EXERCISE DATA
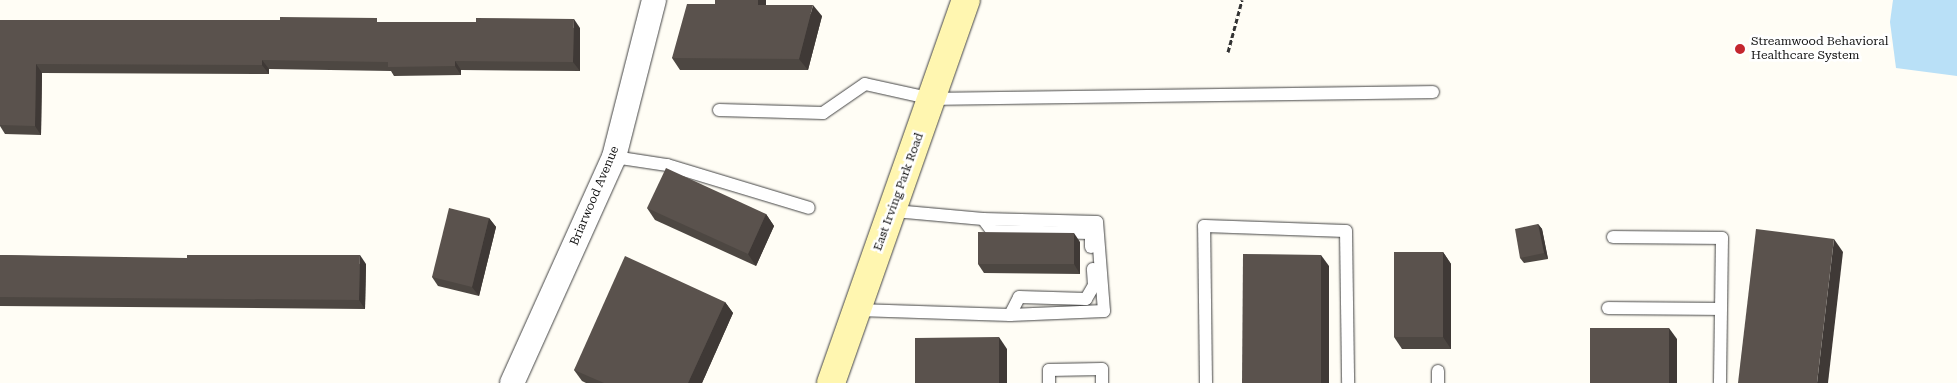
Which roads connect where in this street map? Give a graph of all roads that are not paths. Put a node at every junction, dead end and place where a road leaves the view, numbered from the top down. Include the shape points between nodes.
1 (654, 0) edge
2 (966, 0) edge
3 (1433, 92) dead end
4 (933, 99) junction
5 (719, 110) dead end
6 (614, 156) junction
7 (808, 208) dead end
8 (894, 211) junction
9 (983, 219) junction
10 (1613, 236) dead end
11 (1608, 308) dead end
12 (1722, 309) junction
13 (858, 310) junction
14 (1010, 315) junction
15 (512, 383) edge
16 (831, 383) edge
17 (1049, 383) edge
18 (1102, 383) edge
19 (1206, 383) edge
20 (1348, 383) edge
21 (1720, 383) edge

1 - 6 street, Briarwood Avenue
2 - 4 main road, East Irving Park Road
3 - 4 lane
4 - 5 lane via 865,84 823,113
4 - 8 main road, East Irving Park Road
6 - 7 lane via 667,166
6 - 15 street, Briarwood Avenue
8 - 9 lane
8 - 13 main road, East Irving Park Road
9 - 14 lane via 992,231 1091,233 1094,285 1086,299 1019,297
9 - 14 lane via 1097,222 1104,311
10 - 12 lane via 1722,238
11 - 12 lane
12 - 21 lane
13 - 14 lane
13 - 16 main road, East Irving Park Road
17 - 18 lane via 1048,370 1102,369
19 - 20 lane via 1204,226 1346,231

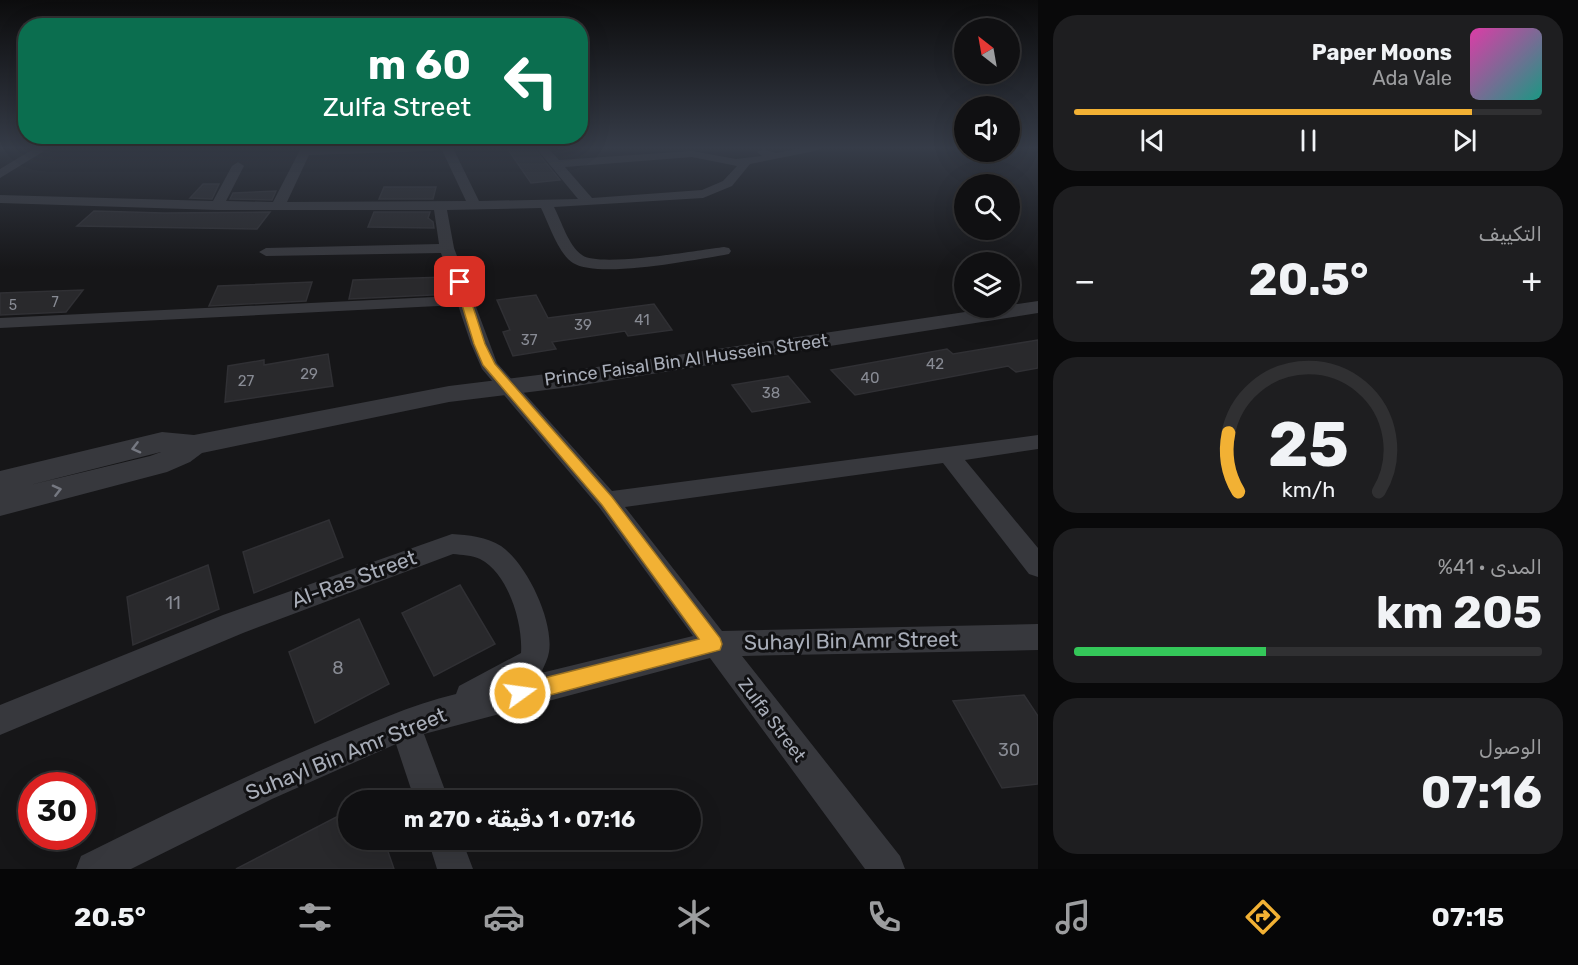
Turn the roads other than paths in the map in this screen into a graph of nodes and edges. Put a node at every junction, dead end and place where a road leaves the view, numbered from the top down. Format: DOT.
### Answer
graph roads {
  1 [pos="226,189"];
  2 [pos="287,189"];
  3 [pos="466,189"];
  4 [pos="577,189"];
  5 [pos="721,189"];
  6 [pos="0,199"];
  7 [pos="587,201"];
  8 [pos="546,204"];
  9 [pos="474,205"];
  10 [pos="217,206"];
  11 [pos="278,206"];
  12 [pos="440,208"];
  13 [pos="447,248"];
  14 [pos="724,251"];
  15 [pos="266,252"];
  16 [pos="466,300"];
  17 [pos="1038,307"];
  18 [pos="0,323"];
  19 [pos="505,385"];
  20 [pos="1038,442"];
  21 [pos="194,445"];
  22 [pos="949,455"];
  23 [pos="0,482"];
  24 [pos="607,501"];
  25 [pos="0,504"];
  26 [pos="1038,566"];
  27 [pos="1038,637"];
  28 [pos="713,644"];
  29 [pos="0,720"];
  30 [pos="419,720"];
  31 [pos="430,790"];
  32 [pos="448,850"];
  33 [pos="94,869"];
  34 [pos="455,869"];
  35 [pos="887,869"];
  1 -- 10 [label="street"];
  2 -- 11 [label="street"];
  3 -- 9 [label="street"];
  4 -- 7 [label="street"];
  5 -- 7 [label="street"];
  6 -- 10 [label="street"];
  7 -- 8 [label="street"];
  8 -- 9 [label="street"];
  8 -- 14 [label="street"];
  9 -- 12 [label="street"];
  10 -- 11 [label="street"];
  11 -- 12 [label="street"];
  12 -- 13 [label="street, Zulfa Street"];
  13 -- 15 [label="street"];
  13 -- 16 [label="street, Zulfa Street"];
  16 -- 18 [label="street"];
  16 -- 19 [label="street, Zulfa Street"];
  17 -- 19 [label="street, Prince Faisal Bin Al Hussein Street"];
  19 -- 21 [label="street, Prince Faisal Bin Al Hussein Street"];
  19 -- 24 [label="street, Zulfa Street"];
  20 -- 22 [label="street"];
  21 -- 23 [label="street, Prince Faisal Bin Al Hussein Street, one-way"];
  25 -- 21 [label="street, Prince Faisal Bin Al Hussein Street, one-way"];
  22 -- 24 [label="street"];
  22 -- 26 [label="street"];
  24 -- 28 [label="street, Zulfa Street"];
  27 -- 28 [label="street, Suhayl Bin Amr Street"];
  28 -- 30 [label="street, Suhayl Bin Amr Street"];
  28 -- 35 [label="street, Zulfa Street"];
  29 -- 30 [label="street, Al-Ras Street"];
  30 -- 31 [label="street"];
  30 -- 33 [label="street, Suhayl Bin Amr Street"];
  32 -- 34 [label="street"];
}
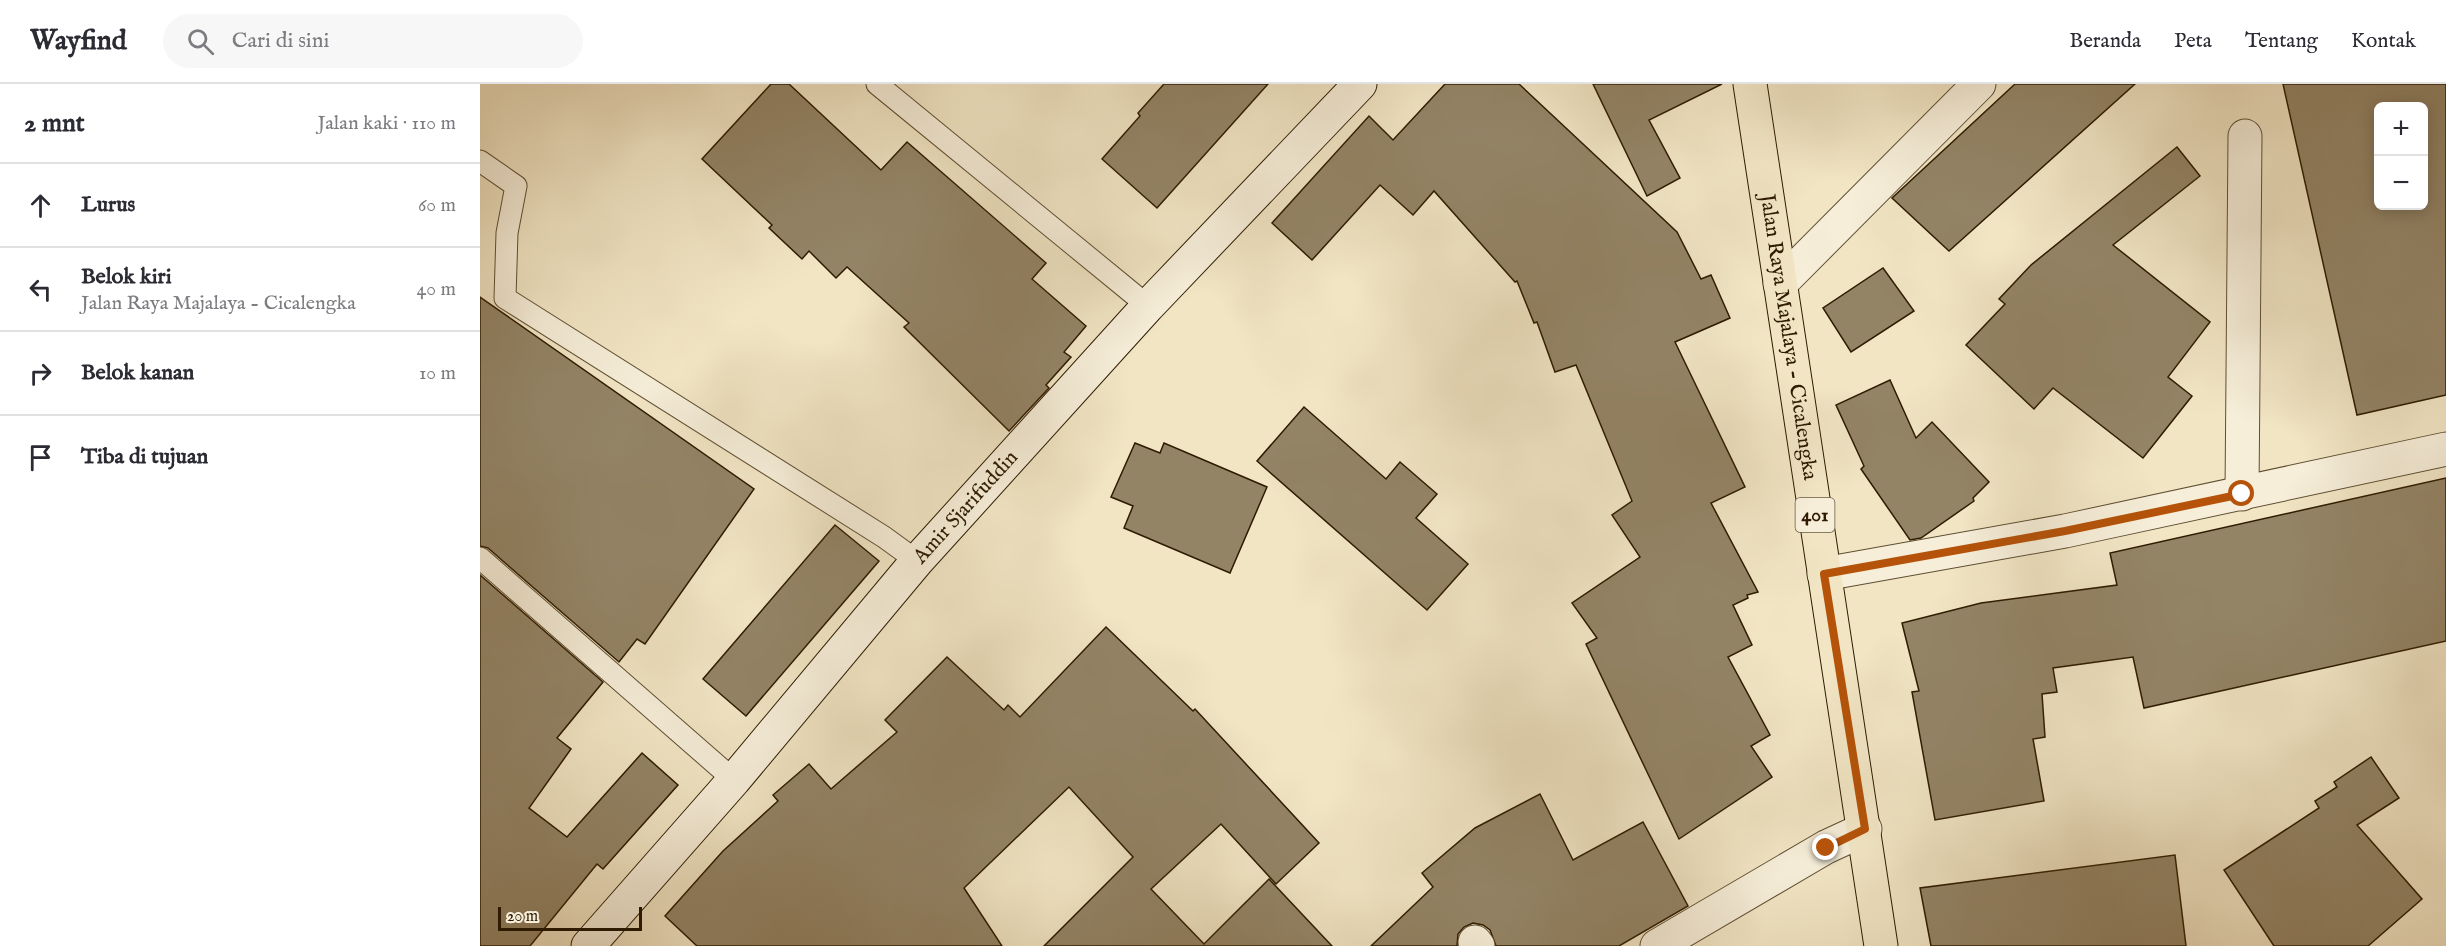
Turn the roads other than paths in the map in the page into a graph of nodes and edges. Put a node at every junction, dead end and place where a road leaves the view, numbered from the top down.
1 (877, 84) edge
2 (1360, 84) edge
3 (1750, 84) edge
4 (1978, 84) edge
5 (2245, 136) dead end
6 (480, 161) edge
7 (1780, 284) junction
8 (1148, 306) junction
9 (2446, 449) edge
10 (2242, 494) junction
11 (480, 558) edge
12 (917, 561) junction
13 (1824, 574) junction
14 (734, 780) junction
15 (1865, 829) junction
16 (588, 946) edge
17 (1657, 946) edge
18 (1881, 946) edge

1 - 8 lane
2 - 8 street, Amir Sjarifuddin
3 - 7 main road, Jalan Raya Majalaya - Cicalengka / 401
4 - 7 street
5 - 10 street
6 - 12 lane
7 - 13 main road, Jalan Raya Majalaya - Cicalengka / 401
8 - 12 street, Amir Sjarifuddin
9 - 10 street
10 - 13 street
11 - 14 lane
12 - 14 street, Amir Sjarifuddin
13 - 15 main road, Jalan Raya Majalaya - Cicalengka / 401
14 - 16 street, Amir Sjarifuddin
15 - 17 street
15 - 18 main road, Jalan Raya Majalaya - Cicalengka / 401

PROBLEM DESCRIPTION
Among the lines above, find each one containing the string "view" and copy it.

OUTPUT BELOW
Which roads connect where in this street map? Give a graph of all roads that are not paths. Put a node at every junction, dead end and place where a road leaves the view, numbered from the top down. Include the shape points between nodes.
Turn the roads other than paths in the map in this screen into a graph of nodes and edges. Put a node at every junction, dead end and place where a road leaves the view, numbered from the top down. Format: DOT.
Turn the roads other than paths in the map in the page into a graph of nodes and edges. Put a node at every junction, dead end and place where a road leaves the view, numbered from the top down.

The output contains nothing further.